--- START ---
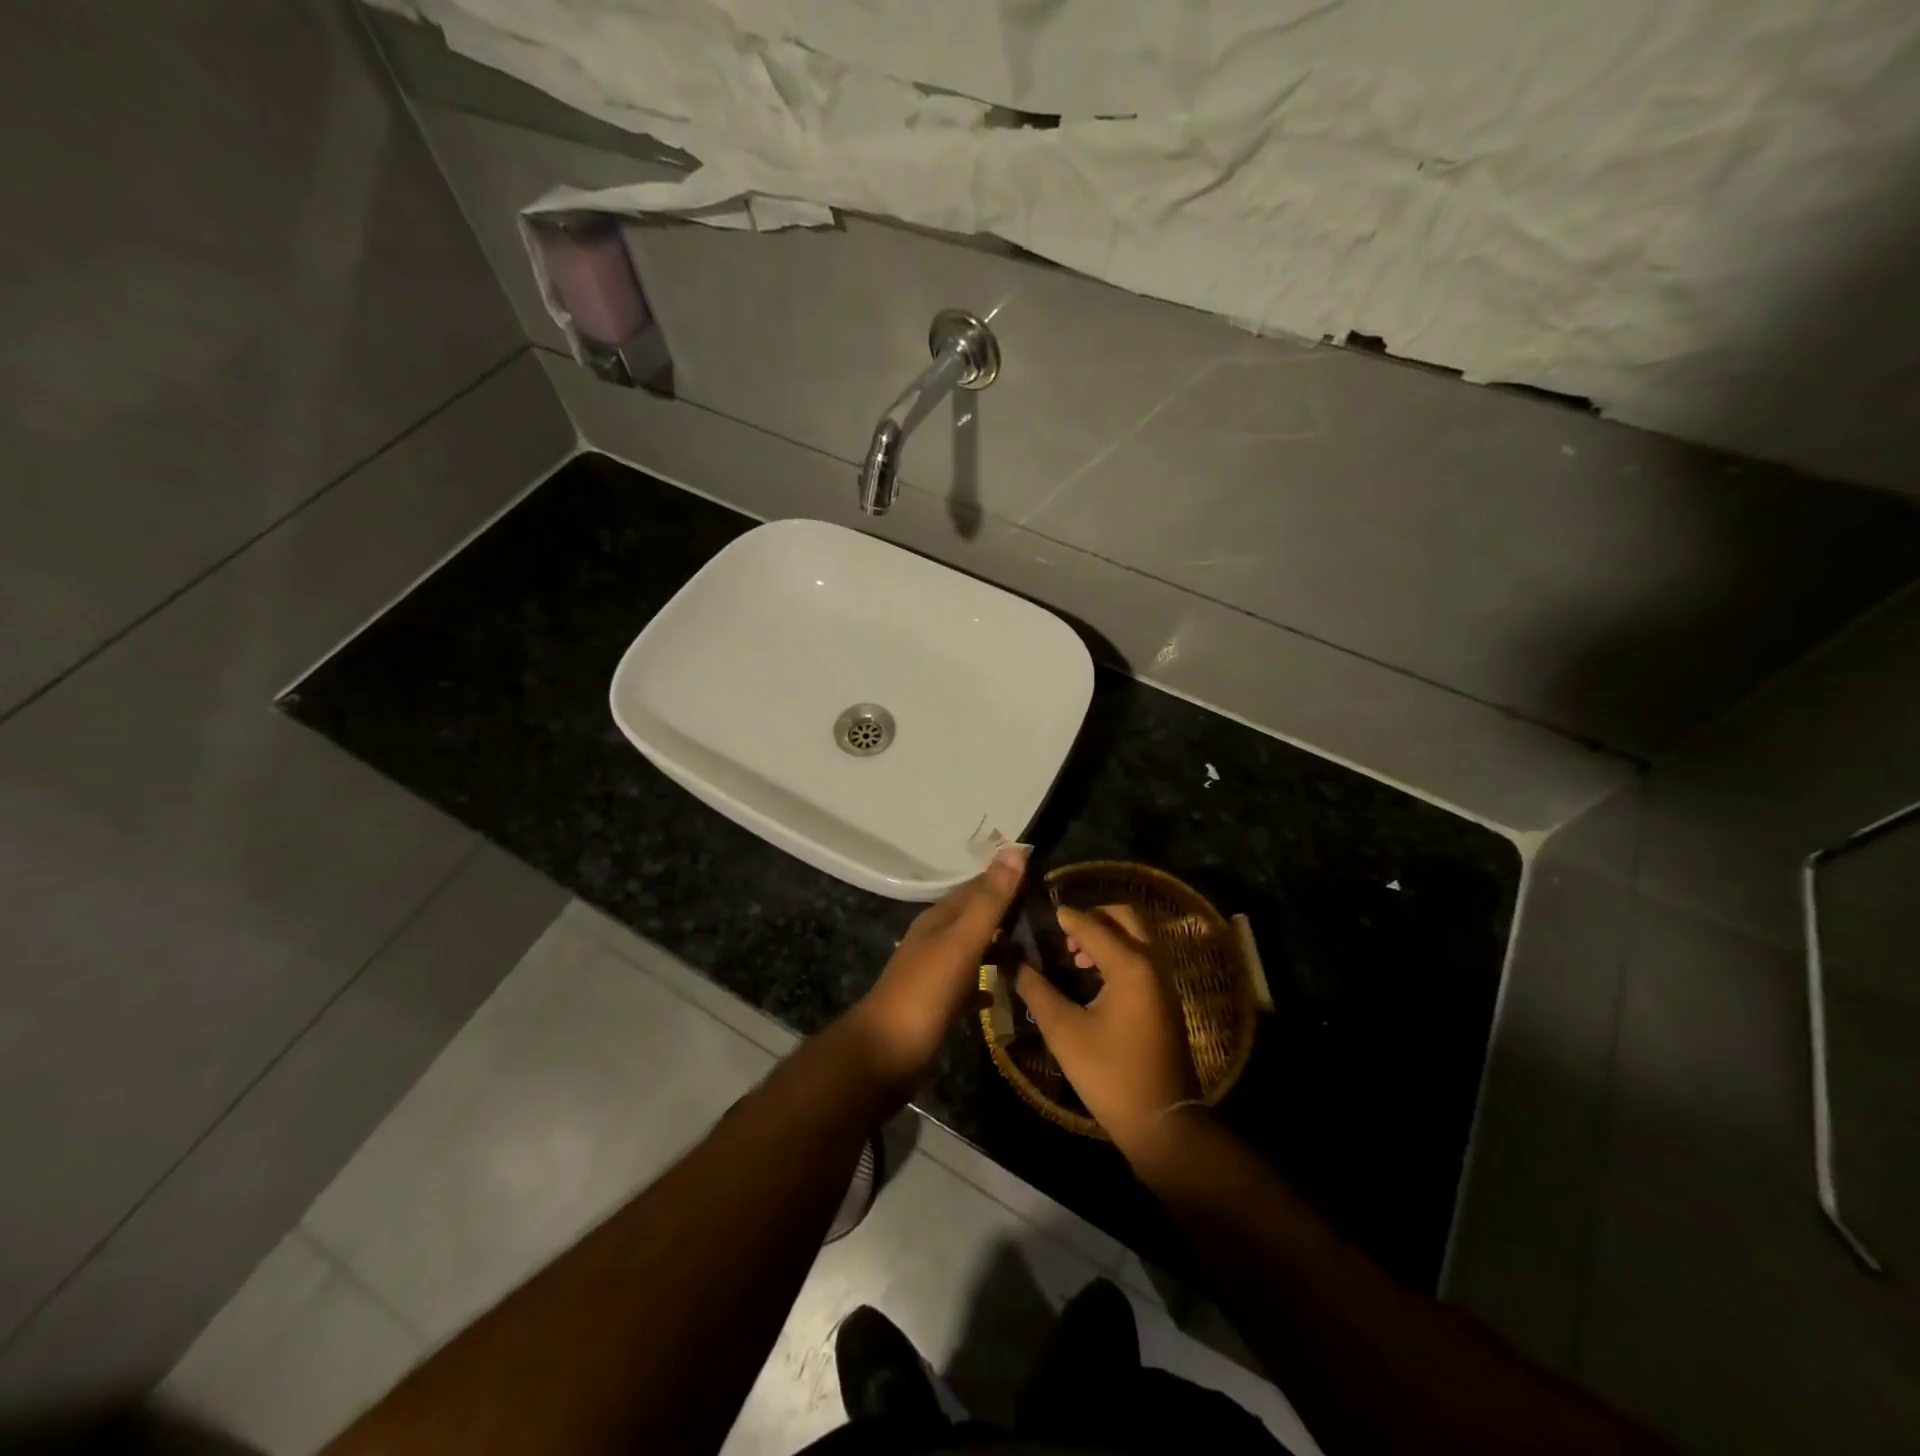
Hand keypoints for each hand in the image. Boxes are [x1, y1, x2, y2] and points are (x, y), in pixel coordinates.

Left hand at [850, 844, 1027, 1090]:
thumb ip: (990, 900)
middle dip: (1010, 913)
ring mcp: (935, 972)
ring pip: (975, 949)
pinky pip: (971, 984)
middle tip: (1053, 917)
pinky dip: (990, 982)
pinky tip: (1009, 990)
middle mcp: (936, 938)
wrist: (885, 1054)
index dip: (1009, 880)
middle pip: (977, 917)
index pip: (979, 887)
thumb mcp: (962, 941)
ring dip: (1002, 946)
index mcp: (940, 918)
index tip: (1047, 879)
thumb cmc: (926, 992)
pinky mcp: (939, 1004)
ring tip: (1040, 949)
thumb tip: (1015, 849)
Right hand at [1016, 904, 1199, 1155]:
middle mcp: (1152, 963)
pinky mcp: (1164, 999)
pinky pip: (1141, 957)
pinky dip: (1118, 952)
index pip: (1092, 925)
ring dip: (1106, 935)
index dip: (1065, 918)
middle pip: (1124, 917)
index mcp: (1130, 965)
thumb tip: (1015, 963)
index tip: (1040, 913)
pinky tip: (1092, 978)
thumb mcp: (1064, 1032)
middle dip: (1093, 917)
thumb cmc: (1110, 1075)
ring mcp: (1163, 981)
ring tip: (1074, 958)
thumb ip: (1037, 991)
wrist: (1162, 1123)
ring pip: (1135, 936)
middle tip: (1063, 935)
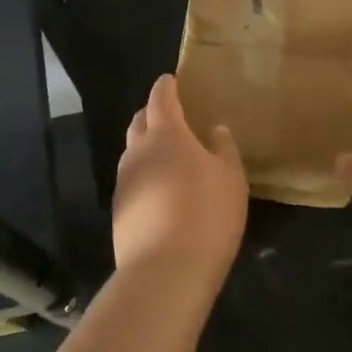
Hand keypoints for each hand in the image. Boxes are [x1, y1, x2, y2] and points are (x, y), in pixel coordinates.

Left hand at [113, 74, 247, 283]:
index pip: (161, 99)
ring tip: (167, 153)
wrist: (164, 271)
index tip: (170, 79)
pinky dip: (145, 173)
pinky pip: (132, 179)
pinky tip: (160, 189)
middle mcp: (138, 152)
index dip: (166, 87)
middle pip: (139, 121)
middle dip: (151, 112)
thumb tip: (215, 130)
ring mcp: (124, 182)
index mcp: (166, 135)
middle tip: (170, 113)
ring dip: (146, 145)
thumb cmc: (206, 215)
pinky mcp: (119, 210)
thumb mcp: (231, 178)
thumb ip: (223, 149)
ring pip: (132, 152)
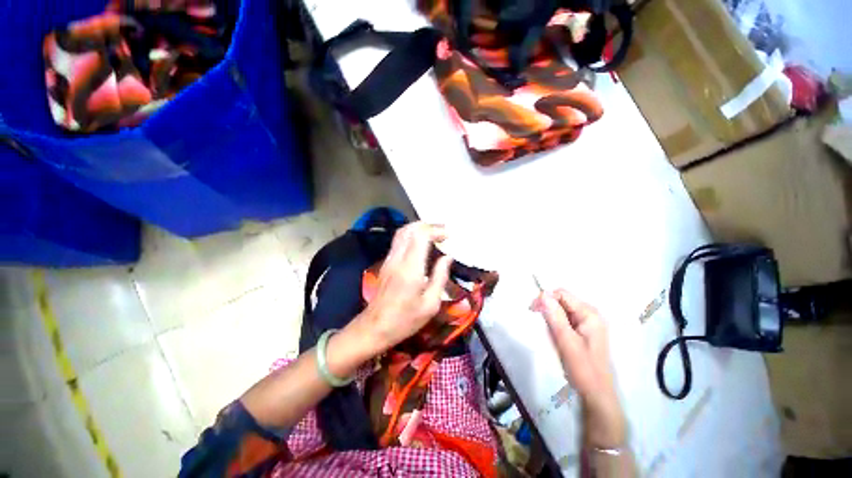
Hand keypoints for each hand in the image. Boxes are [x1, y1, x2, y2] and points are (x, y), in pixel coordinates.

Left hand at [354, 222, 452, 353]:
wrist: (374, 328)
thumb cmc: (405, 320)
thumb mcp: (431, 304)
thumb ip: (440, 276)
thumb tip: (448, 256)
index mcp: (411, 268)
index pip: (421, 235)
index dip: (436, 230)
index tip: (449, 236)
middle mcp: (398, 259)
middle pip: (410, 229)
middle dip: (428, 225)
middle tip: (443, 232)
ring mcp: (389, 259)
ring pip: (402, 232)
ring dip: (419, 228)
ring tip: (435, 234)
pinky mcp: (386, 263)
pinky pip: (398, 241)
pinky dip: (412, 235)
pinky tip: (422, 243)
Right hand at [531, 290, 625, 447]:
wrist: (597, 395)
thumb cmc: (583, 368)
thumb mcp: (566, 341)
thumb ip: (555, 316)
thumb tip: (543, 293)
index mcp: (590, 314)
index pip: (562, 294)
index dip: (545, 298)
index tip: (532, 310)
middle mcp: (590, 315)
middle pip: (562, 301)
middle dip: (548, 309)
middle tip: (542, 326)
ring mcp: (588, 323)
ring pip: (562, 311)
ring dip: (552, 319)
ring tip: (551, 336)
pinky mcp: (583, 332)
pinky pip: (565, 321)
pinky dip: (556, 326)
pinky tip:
--- END ---
--- How to complete this task ---
Each record above is to be copied out exactly; its pictures are not.

--- Solution ---
Hand keypoints for each hand in the image. Boxes are [x1, y1, x2, y2] and points are (x, y), in pixel coordinates.

Left hand at [850, 844, 1027, 1090]:
thumb ip: (990, 900)
middle dip: (1010, 913)
ring mcp: (935, 972)
ring pip: (975, 949)
pinky pip: (971, 984)
middle tip: (1053, 917)
pinky dip: (990, 982)
pinky tip: (1009, 990)
middle mcp: (936, 938)
wrist: (885, 1054)
index dip: (1009, 880)
middle pip: (977, 917)
index pip: (979, 887)
thumb mcp: (962, 941)
ring dip: (1002, 946)
index mcp: (940, 918)
index tip: (1047, 879)
thumb cmc: (926, 992)
pinky mcp: (939, 1004)
ring tip: (1040, 949)
thumb tip: (1015, 849)
Right hand at [1016, 904, 1199, 1155]:
middle mcp: (1152, 963)
pinky mcp: (1164, 999)
pinky pip: (1141, 957)
pinky dip: (1118, 952)
index pip: (1092, 925)
ring dip: (1106, 935)
index dip: (1065, 918)
middle pip: (1124, 917)
index mcp: (1130, 965)
thumb tip: (1015, 963)
index tip: (1040, 913)
pinky tip: (1092, 978)
thumb mcp: (1064, 1032)
middle dip: (1093, 917)
thumb cmc: (1110, 1075)
ring mcp: (1163, 981)
ring tip: (1074, 958)
thumb ip: (1037, 991)
wrist: (1162, 1123)
ring pip: (1135, 936)
middle tip: (1063, 935)
Hand keypoints for each hand in the image. Boxes are [x1, y1, x2, y2] and points are (x, y), in pixel coordinates.

Left hand at [113, 74, 247, 283]:
index pip: (161, 99)
ring tip: (167, 153)
wrist: (164, 271)
index tip: (170, 79)
pinky dip: (145, 173)
pinky pip: (132, 179)
pinky tip: (160, 189)
middle mcp: (138, 152)
index dip: (166, 87)
middle pip: (139, 121)
middle dip: (151, 112)
thumb tip: (215, 130)
ring mcp: (124, 182)
index mcp: (166, 135)
middle tip: (170, 113)
ring dip: (146, 145)
thumb cmc: (206, 215)
pinky mcp: (119, 210)
thumb mcp: (231, 178)
thumb ip: (223, 149)
ring pip: (132, 152)
Hand keypoints for each hand in the image. Boxes are [x1, y1, x2, y2] and points are (x, y), in pixel coordinates.

Left hand at [354, 222, 452, 353]:
wrist: (374, 328)
thumb cmc: (405, 320)
thumb mcp: (431, 304)
thumb ip: (440, 276)
thumb tip: (448, 256)
index mcp: (411, 268)
index pip: (421, 235)
index dip: (436, 230)
index tip: (449, 236)
middle mcp: (398, 259)
middle pip: (410, 229)
middle dip: (428, 225)
middle tip: (443, 232)
ring mcp: (389, 259)
ring pip: (402, 232)
ring dip: (419, 228)
ring tip: (435, 234)
pinky mcp: (386, 263)
pinky pip: (398, 241)
pinky dip: (412, 235)
pinky tip: (422, 243)
Right hand at [531, 290, 625, 447]:
wrist: (597, 395)
thumb cmc: (583, 368)
thumb mcp: (566, 341)
thumb ip: (555, 316)
thumb tip: (543, 293)
index mcp: (590, 314)
index pip: (562, 294)
index dip: (545, 298)
index tip: (532, 310)
middle mcp: (590, 315)
middle pip: (562, 301)
middle dip: (548, 309)
middle tip: (542, 326)
ring mcp: (588, 323)
ring pip: (562, 311)
ring dip: (552, 319)
ring tip: (551, 336)
pinky mcp: (583, 332)
pinky pip: (565, 321)
pinky dip: (556, 326)
pinky tip:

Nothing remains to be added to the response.